For the μ ℓℓ variable, the shape of the distribution is known analytically [27]. In terms of the value x=μ ℓℓ and its kinematic endpoint x max, the normalized distribution can be written:

$$ \frac{\mathrm {d}{}N}{\mathrm {d}{}x} = \alpha\delta (x)+(1-\alpha)\frac{4x}{x_{\max}^2}\ln\frac{x_{\max}}{x}, $$
(4.4)

where the parameter α is treated as an empirical quantity to be measured. In practice, α∼0.6, and the zero bin of μ ℓℓ histograms will be suppressed to better show the features of the endpoint region. The origin of the delta function is geometric: for massless leptons, μ ℓℓ vanishes when the two lepton p T⊥ vectors lie on opposite sides of the axis defined by the upstream P T vector, and is equal to \(2( p_{\text{T}\perp} ^{\ell^{+}} p_{\text{T}\perp} ^{\ell^{-}})^{1/2}\) otherwise.
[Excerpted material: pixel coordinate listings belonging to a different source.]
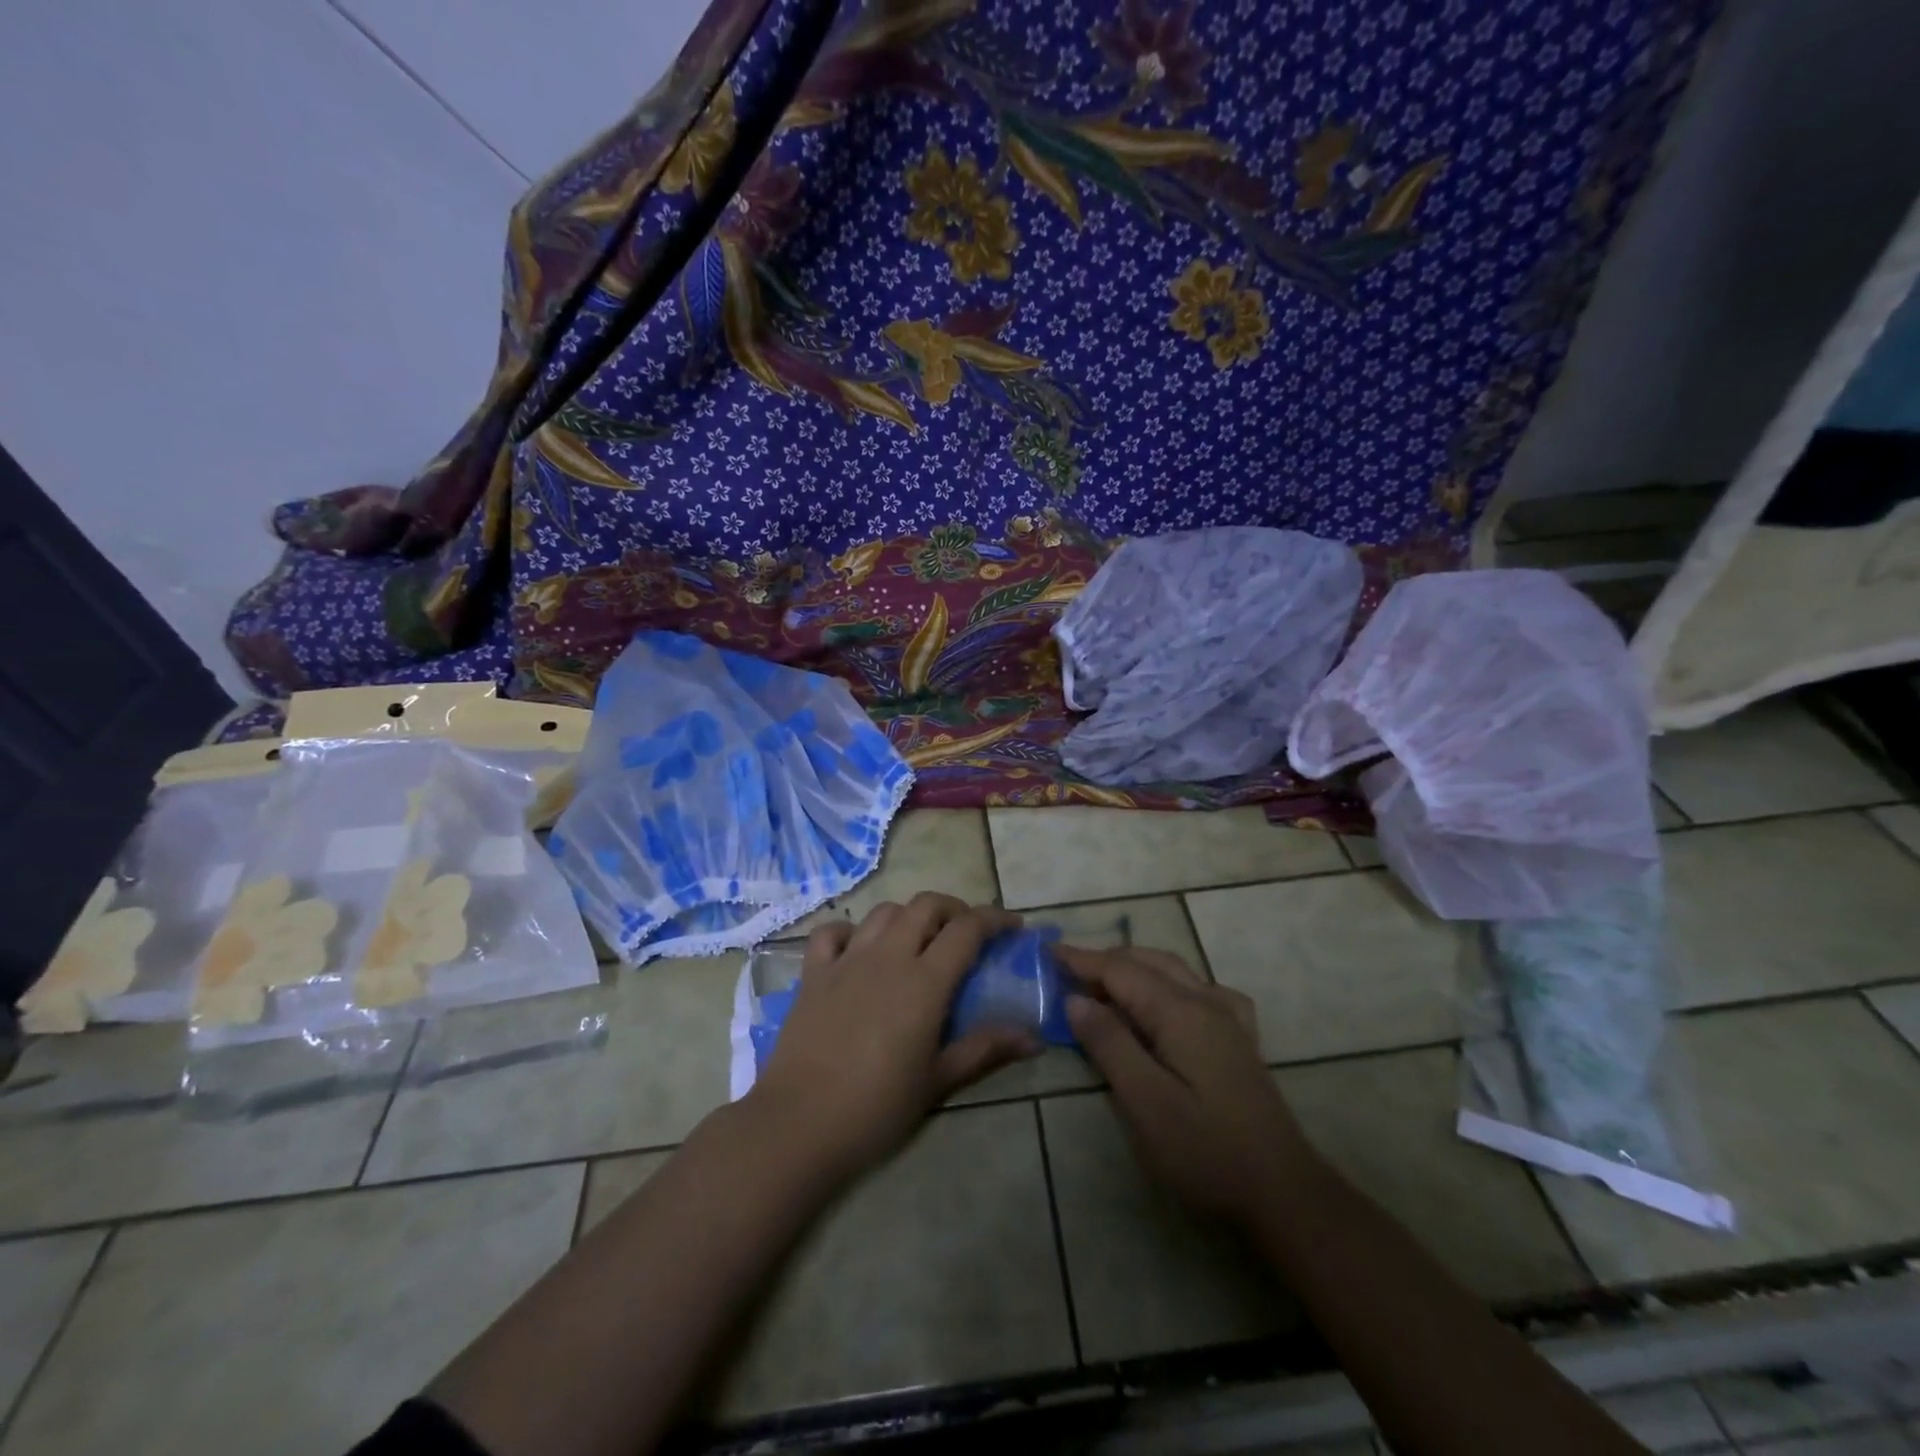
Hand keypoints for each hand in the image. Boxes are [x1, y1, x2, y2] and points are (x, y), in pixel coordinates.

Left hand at [749, 894, 1040, 1181]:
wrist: (800, 1124)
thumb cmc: (877, 1107)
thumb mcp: (938, 1080)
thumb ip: (985, 1049)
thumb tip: (1033, 1037)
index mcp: (924, 981)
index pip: (967, 929)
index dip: (995, 919)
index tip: (1013, 927)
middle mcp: (888, 957)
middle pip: (926, 905)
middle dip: (954, 909)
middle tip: (967, 933)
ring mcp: (847, 960)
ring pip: (884, 912)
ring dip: (909, 916)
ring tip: (919, 939)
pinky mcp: (814, 973)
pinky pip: (832, 932)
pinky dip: (852, 931)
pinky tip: (859, 949)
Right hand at [1060, 945, 1317, 1226]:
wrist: (1283, 1193)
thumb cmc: (1205, 1151)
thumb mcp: (1145, 1102)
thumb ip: (1109, 1043)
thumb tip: (1076, 998)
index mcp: (1180, 1011)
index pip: (1120, 970)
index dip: (1081, 959)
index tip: (1046, 952)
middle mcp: (1206, 1002)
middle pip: (1147, 962)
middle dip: (1105, 961)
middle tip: (1066, 973)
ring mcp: (1228, 1019)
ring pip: (1174, 971)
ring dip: (1134, 969)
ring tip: (1102, 986)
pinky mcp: (1239, 1040)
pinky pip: (1200, 990)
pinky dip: (1169, 983)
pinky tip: (1165, 1003)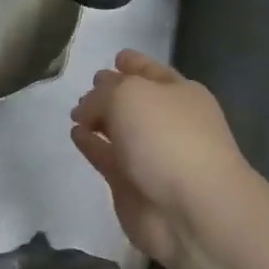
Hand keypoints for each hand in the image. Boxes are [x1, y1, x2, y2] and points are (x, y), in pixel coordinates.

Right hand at [70, 51, 257, 265]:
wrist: (193, 211)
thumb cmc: (167, 137)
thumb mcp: (128, 94)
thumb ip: (101, 94)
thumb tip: (87, 109)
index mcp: (178, 93)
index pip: (151, 71)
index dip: (133, 62)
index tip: (114, 58)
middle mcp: (167, 121)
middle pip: (134, 100)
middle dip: (112, 91)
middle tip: (88, 88)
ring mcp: (151, 155)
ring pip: (120, 129)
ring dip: (99, 119)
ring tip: (76, 113)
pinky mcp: (132, 185)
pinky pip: (107, 157)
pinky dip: (91, 145)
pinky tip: (75, 134)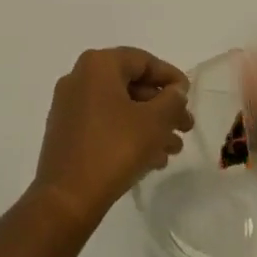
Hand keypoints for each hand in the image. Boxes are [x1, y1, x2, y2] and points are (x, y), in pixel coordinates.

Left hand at [32, 47, 192, 228]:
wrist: (67, 195)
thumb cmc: (114, 148)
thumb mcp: (153, 122)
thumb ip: (171, 101)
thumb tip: (175, 91)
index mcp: (97, 65)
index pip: (141, 60)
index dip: (169, 76)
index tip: (189, 96)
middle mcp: (79, 77)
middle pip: (130, 83)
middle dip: (161, 106)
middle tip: (186, 127)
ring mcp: (69, 104)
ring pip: (118, 106)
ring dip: (148, 124)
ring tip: (173, 149)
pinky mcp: (66, 130)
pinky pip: (104, 122)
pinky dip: (128, 133)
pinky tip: (151, 160)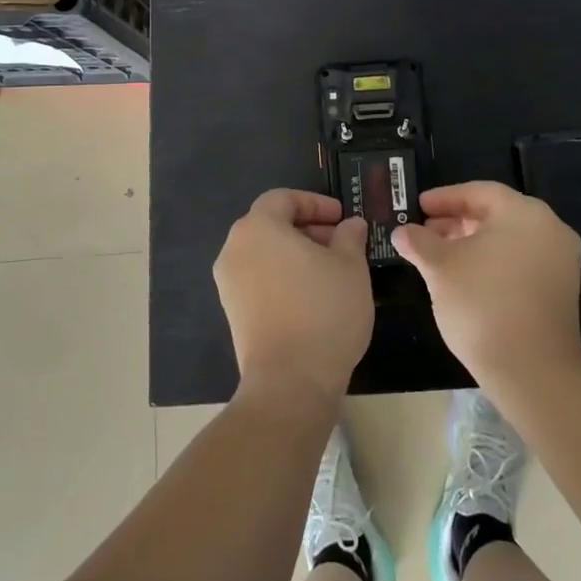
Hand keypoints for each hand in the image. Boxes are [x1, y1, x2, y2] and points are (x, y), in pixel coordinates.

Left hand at [215, 190, 372, 409]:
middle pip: (271, 224)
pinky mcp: (232, 313)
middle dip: (307, 228)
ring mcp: (229, 283)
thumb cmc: (323, 310)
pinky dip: (282, 276)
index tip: (341, 218)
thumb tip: (350, 225)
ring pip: (264, 253)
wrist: (290, 381)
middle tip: (340, 242)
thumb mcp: (350, 266)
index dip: (315, 202)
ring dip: (296, 253)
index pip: (283, 198)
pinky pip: (258, 279)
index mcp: (258, 227)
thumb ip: (350, 236)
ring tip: (331, 270)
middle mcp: (235, 249)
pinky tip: (312, 296)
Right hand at [392, 181, 580, 389]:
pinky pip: (521, 260)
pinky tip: (465, 278)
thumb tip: (402, 232)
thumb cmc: (482, 304)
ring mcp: (559, 260)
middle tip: (424, 232)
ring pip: (508, 238)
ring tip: (439, 256)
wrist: (532, 370)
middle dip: (456, 222)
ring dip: (472, 243)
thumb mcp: (440, 268)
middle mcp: (549, 228)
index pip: (478, 192)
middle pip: (495, 213)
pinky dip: (493, 261)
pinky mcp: (560, 288)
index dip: (444, 198)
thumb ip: (419, 243)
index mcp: (524, 213)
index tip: (418, 207)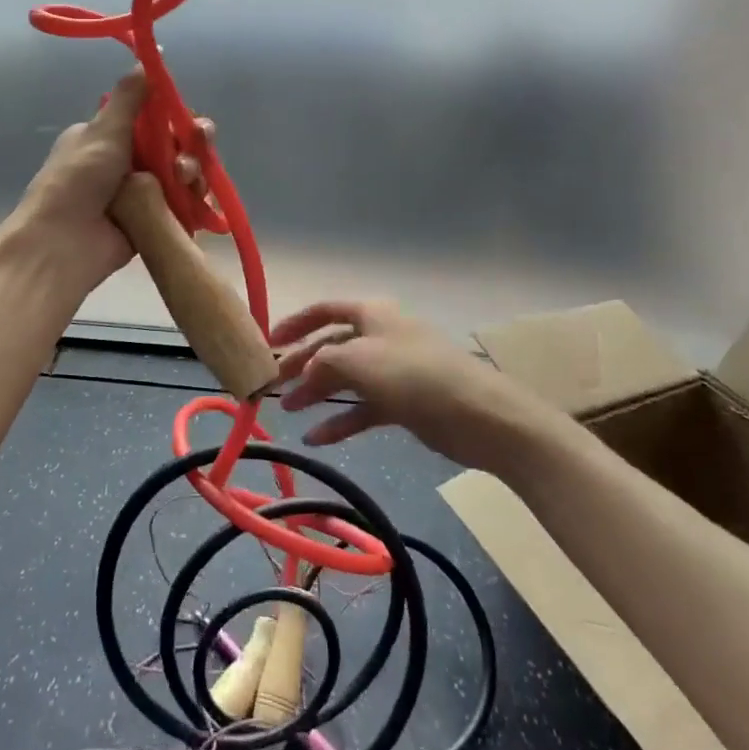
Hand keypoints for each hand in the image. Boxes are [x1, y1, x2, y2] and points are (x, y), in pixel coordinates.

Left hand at [10, 68, 211, 294]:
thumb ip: (130, 96)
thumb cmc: (78, 180)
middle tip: (200, 143)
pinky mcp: (152, 221)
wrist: (63, 243)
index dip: (176, 118)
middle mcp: (126, 162)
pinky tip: (202, 198)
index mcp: (109, 137)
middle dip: (191, 144)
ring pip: (181, 175)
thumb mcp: (103, 130)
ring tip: (186, 178)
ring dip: (192, 171)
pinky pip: (182, 205)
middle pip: (173, 147)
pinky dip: (195, 200)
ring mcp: (140, 194)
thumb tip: (149, 56)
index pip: (154, 120)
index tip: (189, 120)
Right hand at [272, 299, 545, 470]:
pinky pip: (363, 408)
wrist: (479, 414)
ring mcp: (392, 370)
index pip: (324, 310)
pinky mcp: (403, 402)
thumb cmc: (414, 374)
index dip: (295, 323)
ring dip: (317, 394)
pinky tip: (317, 439)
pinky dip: (341, 421)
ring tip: (290, 413)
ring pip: (346, 378)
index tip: (269, 342)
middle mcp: (379, 337)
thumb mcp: (359, 360)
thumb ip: (323, 362)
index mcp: (371, 314)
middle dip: (302, 364)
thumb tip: (305, 372)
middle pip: (331, 346)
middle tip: (273, 386)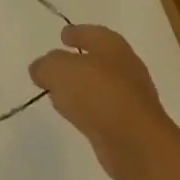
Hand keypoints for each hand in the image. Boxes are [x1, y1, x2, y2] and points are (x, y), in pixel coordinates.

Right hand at [29, 24, 179, 179]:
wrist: (138, 146)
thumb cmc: (97, 93)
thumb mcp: (57, 69)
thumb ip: (45, 65)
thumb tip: (40, 71)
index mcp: (112, 46)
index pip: (91, 33)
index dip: (75, 33)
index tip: (61, 37)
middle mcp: (126, 68)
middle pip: (97, 61)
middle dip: (77, 63)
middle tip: (56, 67)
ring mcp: (132, 100)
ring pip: (100, 88)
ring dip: (82, 90)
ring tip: (59, 94)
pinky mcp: (132, 128)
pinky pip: (104, 112)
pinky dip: (89, 111)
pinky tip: (74, 116)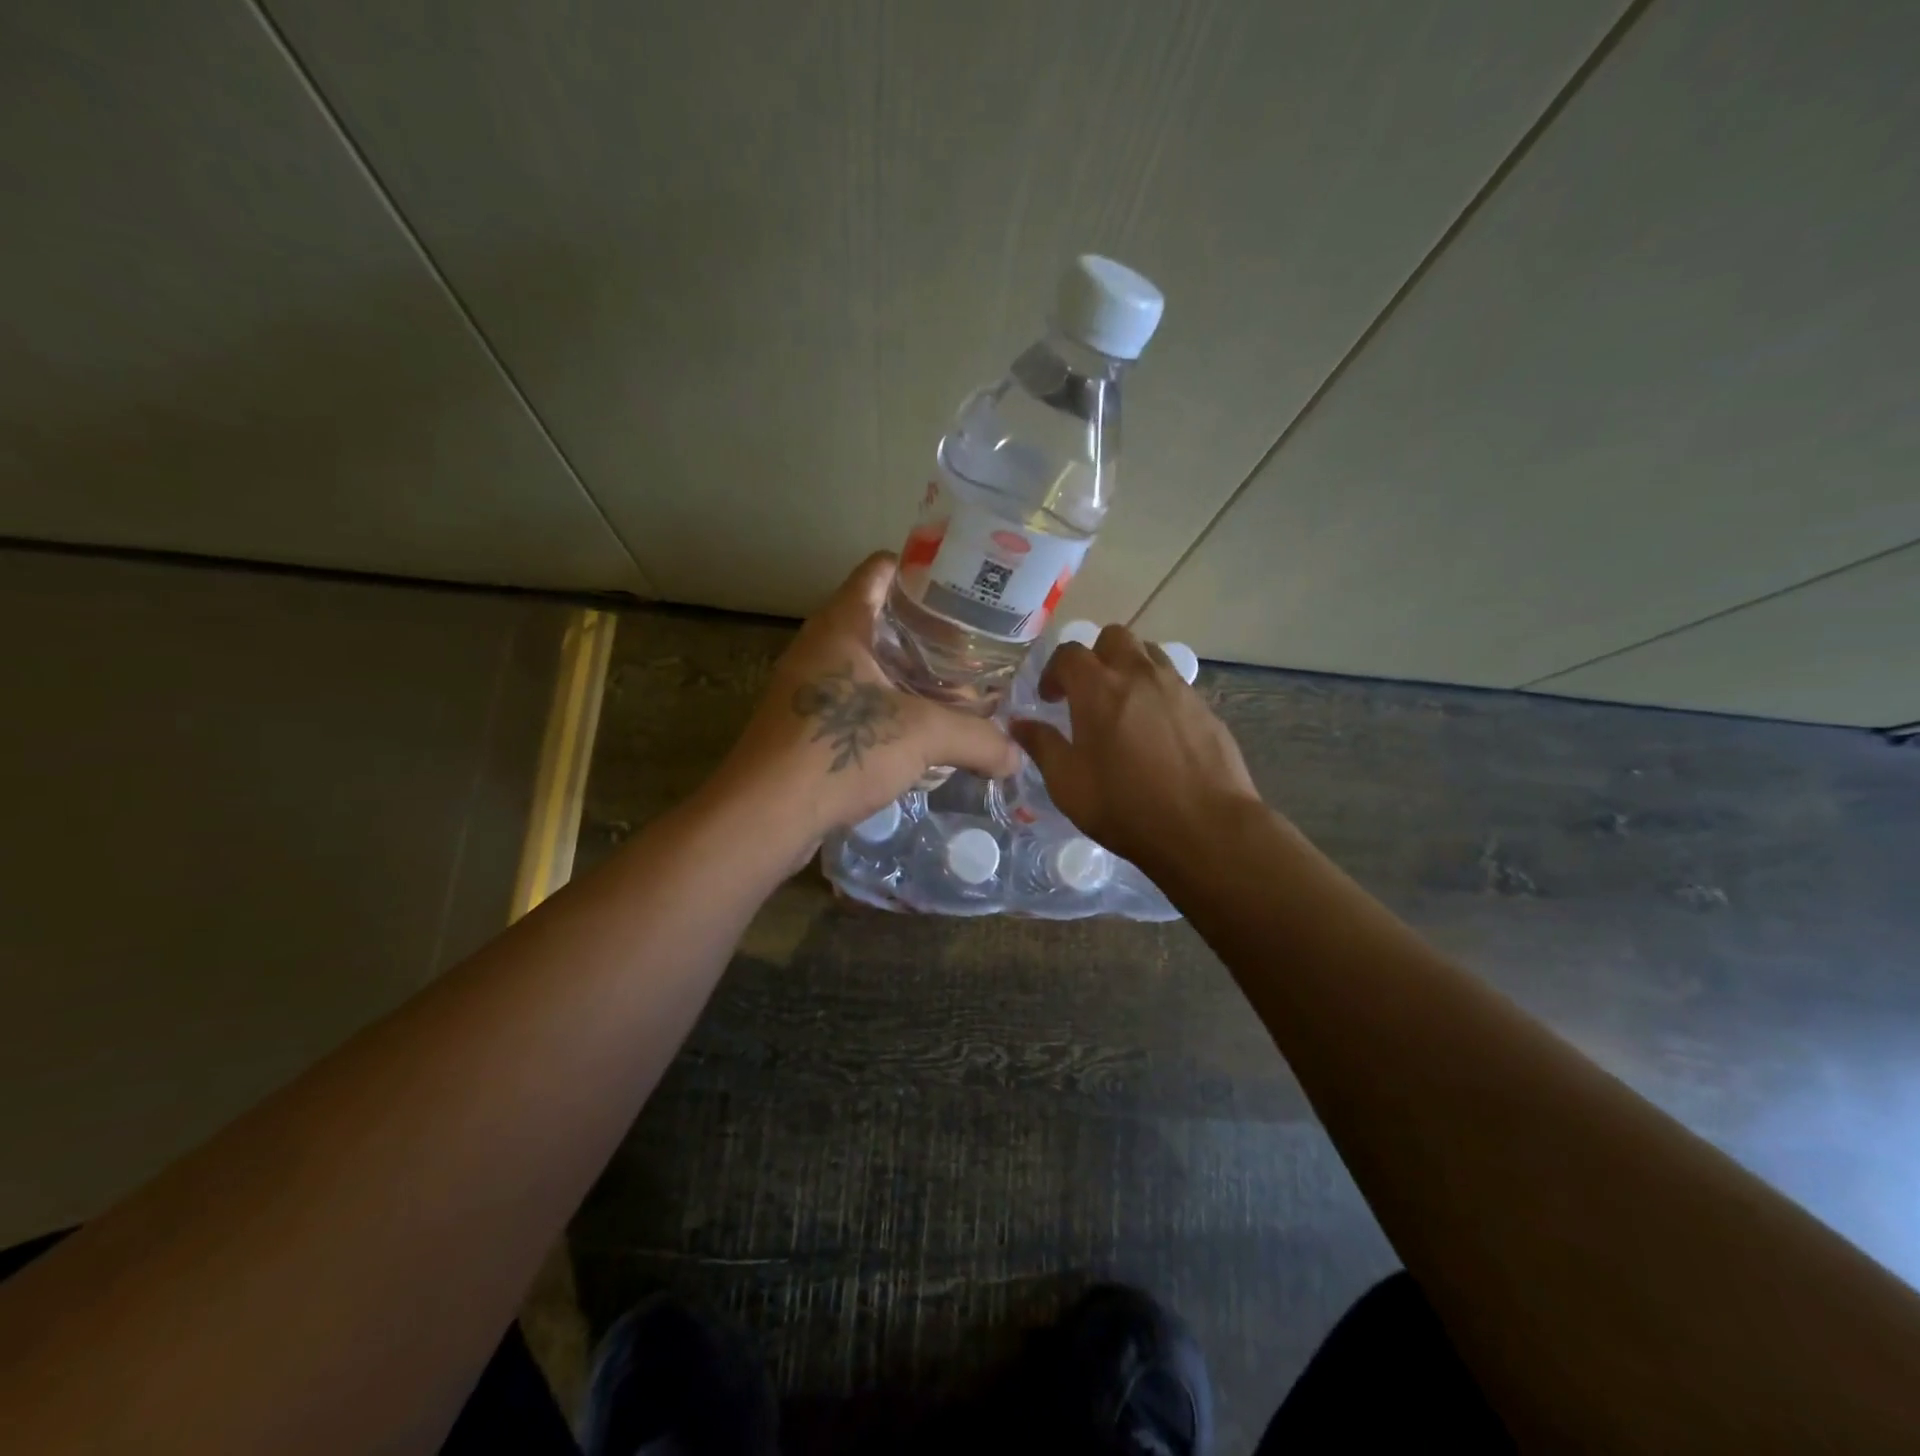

For a test mass of the child particle \(\widetilde{m}_{\nu}\), the endpoint is related to the masses via [10, 27]:

$$ \begin{aligned}[b] \mu^{\max}_{{\ell\ell}} & \equiv x_{\max} \\ & = \frac{ M_{ \mathrm{W} } }{2} \biggl(1-\frac{ m^2_{\nu} }{ M^2_{ \mathrm{W} } } \biggr) \\ &\quad {}+ \sqrt{ \frac{ M^2_{ \mathrm{W} } }{4} \biggl(1-\frac{ m^2_{\nu} }{ M^2_{ \mathrm{W} } } \biggr)^2 + \widetilde{m}_\nu ^2}. \end{aligned} $$
(4.5)

In the \(\mathrm{t}\overline{\mathrm{t}}\) case, we set the test mass to \(\widetilde{m}_{\nu} =0\). We then expect the endpoint at \(\mu^{\max}_{{\ell\ell}}= M_{ \mathrm{W} } (1-{ m^{2}_{\nu } }/{ M_{ \mathrm{W} } ^{2}})= M_{ \mathrm{W} } =80.4 ~\text{GeV} \). Note that m ν is the true mass of the child and M W is the true parent mass; these should be viewed as variables in a function for which \(\widetilde{m}_{\nu}\) is a parameter. In a new-physics application, the analogs of M W and m ν are not known; but given Eq. (4.5), the measurement of the endpoint, and an arbitrary choice of child mass \(\widetilde{m}_{\nu}\), one can fix a relationship between the two unknown masses. We emphasize that the equality expressed by Eq. (4.5) holds regardless of the value of the test mass, because the test mass enters into both sides of the equation (see discussion in Sect. 4.1.1). This applies below to Eq. (4.6) also.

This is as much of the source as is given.